Six-figure salaries don’t make sense amid trying times

Last Tuesday the Senate Government Organization Committee voted down a bill proposed by Sen. Tony Strickland (R-Moorpark) to cut salaries for state commissioners.

Commissioners that sit on any of the more than 300 commissions and boards in the State of California receive salaries of up to $128,000 yearly, though Strickland’s SB 153 focused on a handful of the most highly-paid (and inactive) boards.

Strickland’s bill, which would instead pay commissioners a flat rate $100 a day, was turned down by the Democratic majority.

The issue of commissioner pay is a point of ire for many; especially considering the State’s current financial crisis and the fact that many of the most highly paid officials – many of them retired legislators – are also the most lax in their duties.

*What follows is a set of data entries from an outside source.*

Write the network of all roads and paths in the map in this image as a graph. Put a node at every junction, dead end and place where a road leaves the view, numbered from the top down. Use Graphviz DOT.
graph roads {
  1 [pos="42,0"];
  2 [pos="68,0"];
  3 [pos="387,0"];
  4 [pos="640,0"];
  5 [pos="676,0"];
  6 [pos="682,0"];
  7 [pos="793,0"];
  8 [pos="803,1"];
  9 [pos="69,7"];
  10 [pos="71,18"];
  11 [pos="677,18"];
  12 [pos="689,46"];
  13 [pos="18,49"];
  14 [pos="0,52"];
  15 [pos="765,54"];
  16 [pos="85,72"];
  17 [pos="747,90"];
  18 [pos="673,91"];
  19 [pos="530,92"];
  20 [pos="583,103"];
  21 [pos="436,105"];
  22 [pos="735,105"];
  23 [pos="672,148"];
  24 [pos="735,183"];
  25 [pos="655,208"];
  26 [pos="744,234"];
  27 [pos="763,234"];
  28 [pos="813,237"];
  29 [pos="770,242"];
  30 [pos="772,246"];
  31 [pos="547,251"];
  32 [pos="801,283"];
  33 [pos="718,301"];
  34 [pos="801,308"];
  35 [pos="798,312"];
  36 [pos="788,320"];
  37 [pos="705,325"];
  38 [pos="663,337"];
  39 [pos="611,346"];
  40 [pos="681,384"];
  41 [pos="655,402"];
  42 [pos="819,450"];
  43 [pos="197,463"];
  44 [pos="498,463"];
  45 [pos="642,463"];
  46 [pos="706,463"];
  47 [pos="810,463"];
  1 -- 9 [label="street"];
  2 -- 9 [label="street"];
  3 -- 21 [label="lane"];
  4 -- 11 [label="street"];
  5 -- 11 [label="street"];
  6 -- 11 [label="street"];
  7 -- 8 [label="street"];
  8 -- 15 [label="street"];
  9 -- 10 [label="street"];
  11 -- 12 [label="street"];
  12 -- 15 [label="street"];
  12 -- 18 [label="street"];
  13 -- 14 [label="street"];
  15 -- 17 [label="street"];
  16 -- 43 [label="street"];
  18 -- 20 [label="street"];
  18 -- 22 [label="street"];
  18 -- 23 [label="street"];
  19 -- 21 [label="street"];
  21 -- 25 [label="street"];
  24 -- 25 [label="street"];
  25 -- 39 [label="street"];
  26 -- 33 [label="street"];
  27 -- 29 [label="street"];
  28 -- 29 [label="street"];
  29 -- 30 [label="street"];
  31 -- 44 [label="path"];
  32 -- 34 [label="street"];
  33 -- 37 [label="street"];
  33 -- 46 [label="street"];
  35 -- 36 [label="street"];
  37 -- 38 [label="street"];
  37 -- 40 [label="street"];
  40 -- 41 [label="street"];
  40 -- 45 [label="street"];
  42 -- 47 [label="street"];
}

Strickland condemned the Unemployment Insurance Appeals Board, which met just 14 times in 2010, even though the board members (a majority of them Republican) are paid $128,109 annually.

From the California Performance Review (a government agency), an evaluation of boards and commissions in their latest volume reveals jarring realities of waste:

Some of these boards are highly paid, earning salaries of more than $100,000 a year for only a few meetings. In fact, the 17 boards and commissions whose members are the highest paid cost the state more than $9 million in board member salaries alone.

And that’s not the half of it; the CPR report only covered those boards and commissions that it was aware of at the time. The report goes on to admit that:

Within the executive branch of state government, there are more than 300 boards, commissions, panels, task forces, committees and other appointed bodies. These entities are so scattered and numerous across government that arriving at a firm number is nearly impossible. In our search, there was no single source we could turn to find out which commissions existed and why. In fact, state government has no master list of all boards and commissions and the thousands of political appointees that populate them.

While boards and commissions requiring appointment by the Governor or legislative leaders are fairly easy to catalogue, many boards and commissions are appointed by the heads of agencies, departments—even by other boards and commissions. Throughout our investigation new entities were routinely discovered. No doubt, appointed bodies remain deeply buried within the state government structure that we did not find. When they are located, they too will warrant direct evaluation.

This implies that there are untold millions floating in the system, just out in the ether, that could be spent in far more useful, constructive and visible ways.

Californians cannot afford to pay for non-existent services – so why are commissioners being paid six-figure salaries regardless of this economic reality?

We’re talking about public workers, people who are funded by the taxpayers to serve the public good. How much good can a board or committee do when they only meet two weeks out of a 365-day fiscal year?

It sounds self-serving, but why award state commissioners such handsome salaries when that money could be more useful to the people of California if it was channeled into something actually useful?

What about education, which has seen some of the most devastating budget cuts in recent memory? (I can think of a lot of cut classes that would’ve been saved with that $9 million.)

This isn’t an attack on public service – indeed, many members of these government agencies, commissions and boards volunteer or work by the hour.

But in concerns to the upper echelons of the California government pay grade, the fact that these officials are receiving so much money for comparatively modest work hours whilst the rest of the state is tightening its belt (and in the case of education and other social programs, losing the proverbial arm and a leg) – it’s a bitter pill to swallow.